* Instructions for the task
What is needed is an exact retyping of each entry, pictures excluded.

* Data provided
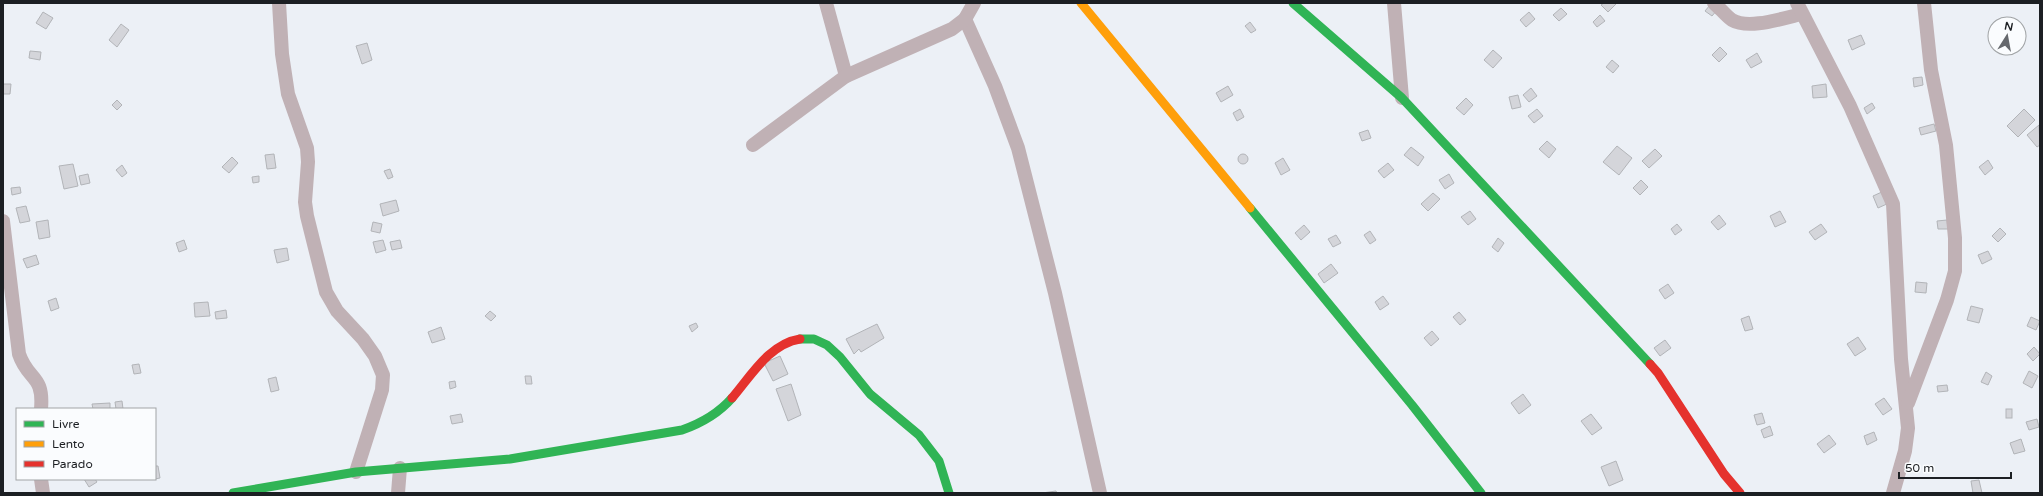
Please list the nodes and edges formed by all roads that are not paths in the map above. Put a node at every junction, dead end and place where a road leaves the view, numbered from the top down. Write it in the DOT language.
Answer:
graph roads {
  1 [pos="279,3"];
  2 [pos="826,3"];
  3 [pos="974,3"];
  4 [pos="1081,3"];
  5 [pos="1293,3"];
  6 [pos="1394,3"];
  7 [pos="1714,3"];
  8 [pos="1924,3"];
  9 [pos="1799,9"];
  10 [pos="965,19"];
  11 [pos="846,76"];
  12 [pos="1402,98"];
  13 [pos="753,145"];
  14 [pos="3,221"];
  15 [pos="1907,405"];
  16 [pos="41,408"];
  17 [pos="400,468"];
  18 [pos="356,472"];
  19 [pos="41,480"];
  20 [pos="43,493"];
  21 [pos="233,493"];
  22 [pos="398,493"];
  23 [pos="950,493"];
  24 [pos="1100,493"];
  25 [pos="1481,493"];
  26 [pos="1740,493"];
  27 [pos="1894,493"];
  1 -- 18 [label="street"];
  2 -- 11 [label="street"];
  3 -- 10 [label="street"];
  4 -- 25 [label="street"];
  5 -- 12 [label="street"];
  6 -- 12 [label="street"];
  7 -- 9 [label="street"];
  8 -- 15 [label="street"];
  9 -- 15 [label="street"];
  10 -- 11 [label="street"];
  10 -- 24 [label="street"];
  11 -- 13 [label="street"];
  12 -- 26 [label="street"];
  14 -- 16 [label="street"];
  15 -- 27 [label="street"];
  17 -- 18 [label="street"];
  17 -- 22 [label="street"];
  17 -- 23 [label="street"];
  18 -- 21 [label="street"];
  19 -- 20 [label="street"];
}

* Output for this exercise
Please list the nodes and edges formed by all roads that are not paths in the map above. Put a node at every junction, dead end and place where a road leaves the view, numbered from the top down. Write it in the DOT language.
Answer:
graph roads {
  1 [pos="279,3"];
  2 [pos="826,3"];
  3 [pos="974,3"];
  4 [pos="1081,3"];
  5 [pos="1293,3"];
  6 [pos="1394,3"];
  7 [pos="1714,3"];
  8 [pos="1924,3"];
  9 [pos="1799,9"];
  10 [pos="965,19"];
  11 [pos="846,76"];
  12 [pos="1402,98"];
  13 [pos="753,145"];
  14 [pos="3,221"];
  15 [pos="1907,405"];
  16 [pos="41,408"];
  17 [pos="400,468"];
  18 [pos="356,472"];
  19 [pos="41,480"];
  20 [pos="43,493"];
  21 [pos="233,493"];
  22 [pos="398,493"];
  23 [pos="950,493"];
  24 [pos="1100,493"];
  25 [pos="1481,493"];
  26 [pos="1740,493"];
  27 [pos="1894,493"];
  1 -- 18 [label="street"];
  2 -- 11 [label="street"];
  3 -- 10 [label="street"];
  4 -- 25 [label="street"];
  5 -- 12 [label="street"];
  6 -- 12 [label="street"];
  7 -- 9 [label="street"];
  8 -- 15 [label="street"];
  9 -- 15 [label="street"];
  10 -- 11 [label="street"];
  10 -- 24 [label="street"];
  11 -- 13 [label="street"];
  12 -- 26 [label="street"];
  14 -- 16 [label="street"];
  15 -- 27 [label="street"];
  17 -- 18 [label="street"];
  17 -- 22 [label="street"];
  17 -- 23 [label="street"];
  18 -- 21 [label="street"];
  19 -- 20 [label="street"];
}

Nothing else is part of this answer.